In certain cases, output buffering allows smaller cell latency. Therefore, a lower memory capacity in the switch is needed. To solve the blocking problem the use of the output buffering technique has been chosen.

After this choice, we need to know how the routing function can be implemented. Next section presents the currently used techniques.

11.6.1.2. Routing function implementation

The simplest technique to implement the routing function is to link all the inputs to all the outputs. By programming this array of connection the data can be routed from any of the input ports to any of the output ports. We can implement this function using crossbar architecture.

11.6.1.2.1. Crossbar switch

A crossbar is an array of buses and transmission gates implementing paths from any input port to any output port. This section describes this technique. To understand the limitations of such technique we first describe the transmission gate.

[Click to enlarge image]

Figure-11.17: Electric view of a transmission gate.

11.6.1.2.1.1 Transmission gate

Figure 11.17 shows an electric view of a transmission gate. Figure 11.18 shows a schematic view of the same transmission gate. Two complementary transistors transmit the input signal without degradation (the NMOS transmit the VSS and the PMOS transmit the VDD). Command input enables or disables the transmission function. For instance:

If Command = VSS then both transistors are locked.
If Command = VDD then, both transistors are saturated.

Cin represents the parasitic load on the input line and Cout represents the parasitic load on the output line.

[Click to enlarge image]

Figure-11.18: Schematic view of a transmission gate.

11.6.1.2.1.2 The crossbar switch

If we wire an array of transmission gates as shown in figure 11.19, we obtain a programmable system capable of routing any incoming data to any output port.

[Click to enlarge image]

Figure-11.19: 2X2-crossbar switch.

We can implement a 4X4 switch repeating this 2X2 structure (see figure 11.20).

[Click to enlarge image]

Figure-11.20: 4X4-crossbar switch.

We can repeat this structure N times to obtain the required number of input and output ports.

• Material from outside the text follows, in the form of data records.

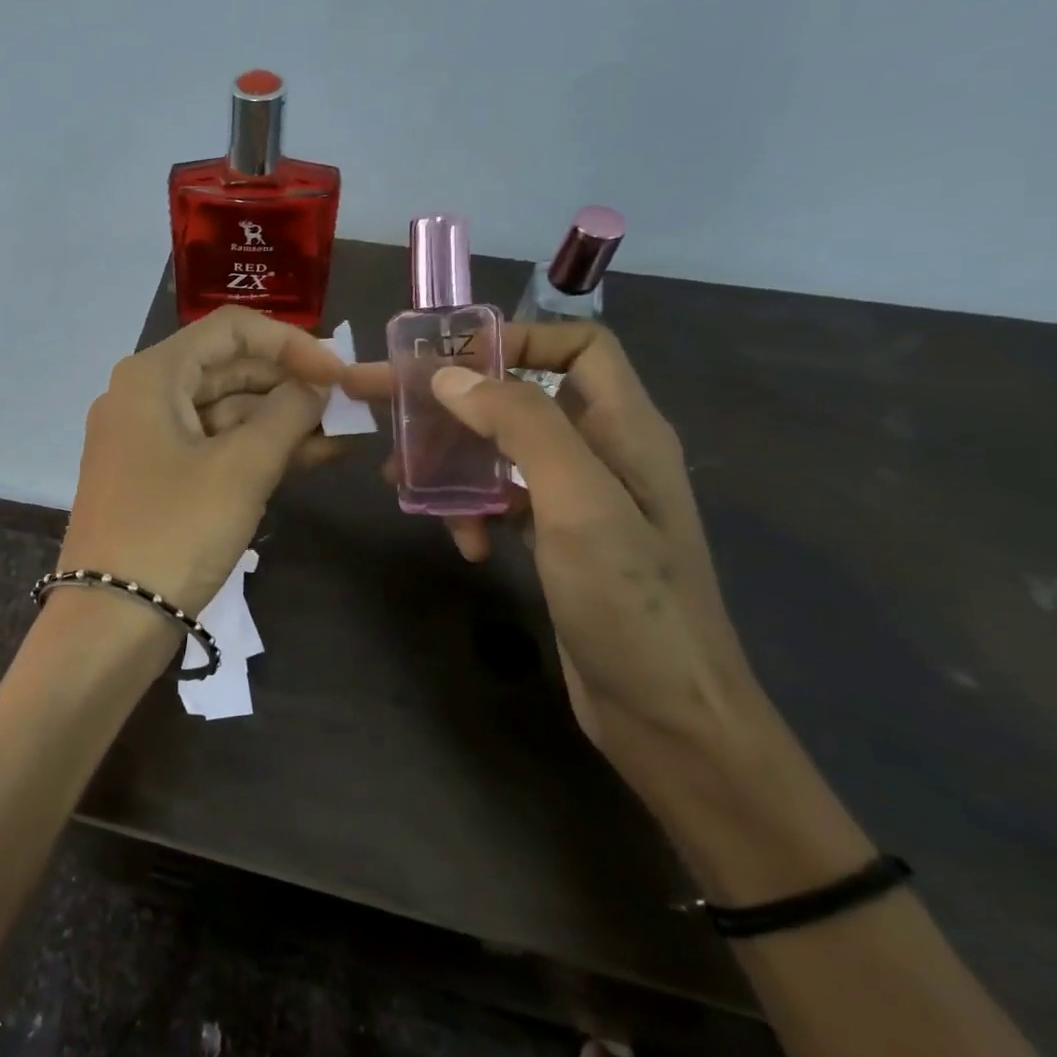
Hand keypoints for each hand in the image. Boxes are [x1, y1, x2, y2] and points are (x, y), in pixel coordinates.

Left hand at [59, 306, 344, 626]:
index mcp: (153, 375)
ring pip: (223, 412)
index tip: (335, 373)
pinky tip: (308, 458)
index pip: (230, 329)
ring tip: (340, 434)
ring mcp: (146, 440)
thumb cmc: (174, 531)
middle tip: (345, 405)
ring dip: (279, 421)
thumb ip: (288, 414)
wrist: (110, 620)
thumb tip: (317, 385)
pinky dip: (255, 451)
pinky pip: (212, 448)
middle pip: (227, 369)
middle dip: (288, 384)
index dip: (289, 343)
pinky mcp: (156, 479)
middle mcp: (143, 396)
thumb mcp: (241, 468)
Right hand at [349, 324, 758, 783]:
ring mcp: (580, 500)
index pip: (578, 346)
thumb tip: (449, 377)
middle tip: (388, 412)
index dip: (517, 339)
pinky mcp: (559, 540)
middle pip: (521, 398)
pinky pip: (503, 500)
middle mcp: (604, 453)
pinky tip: (466, 546)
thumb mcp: (579, 504)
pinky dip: (474, 512)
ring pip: (501, 451)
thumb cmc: (631, 603)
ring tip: (408, 489)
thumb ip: (520, 427)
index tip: (448, 362)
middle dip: (455, 404)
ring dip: (454, 464)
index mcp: (625, 429)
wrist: (669, 717)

This approach causes a bus load problem. The more the number of input and output ports is, the more the load and length of each bus is. For example, in figure 11.20 load on the input bus #1 is four times the input load of one transmission gate plus the parasitic capacitance of the wire. Therefore, the routing delay from an input to an output is long. We can not use this technique to implement high throughput switches with a large number of ports.

To solve this problem a switch based on a 2X2 switches network has been developed. Next section shows how these switches are implemented.

11.6.1.2.2. The Batcher-Banyan switch

Figure 11.21 shows the 2X2-switch module. This switch is composed of one 2X2 crossbar implementing the routing function and four FIFO memories implementing the output buffer function. The delay to carry data from an input to an output is lower than that of the crossbar switch because buses are short and are loaded by only two transmission gates.

Figure 11.22 shows an 8X8 Banyan switch. Input ports are connected to output ports by a three stage routing network. There is exactly one path from any input to any output port. Each 2X2-switch module simply routes one input to one of their two outputs.

[Click to enlarge image]

Figure-11.21: 2X2 switch.

[Click to enlarge image]

Figure-11.22: Banyan network switch.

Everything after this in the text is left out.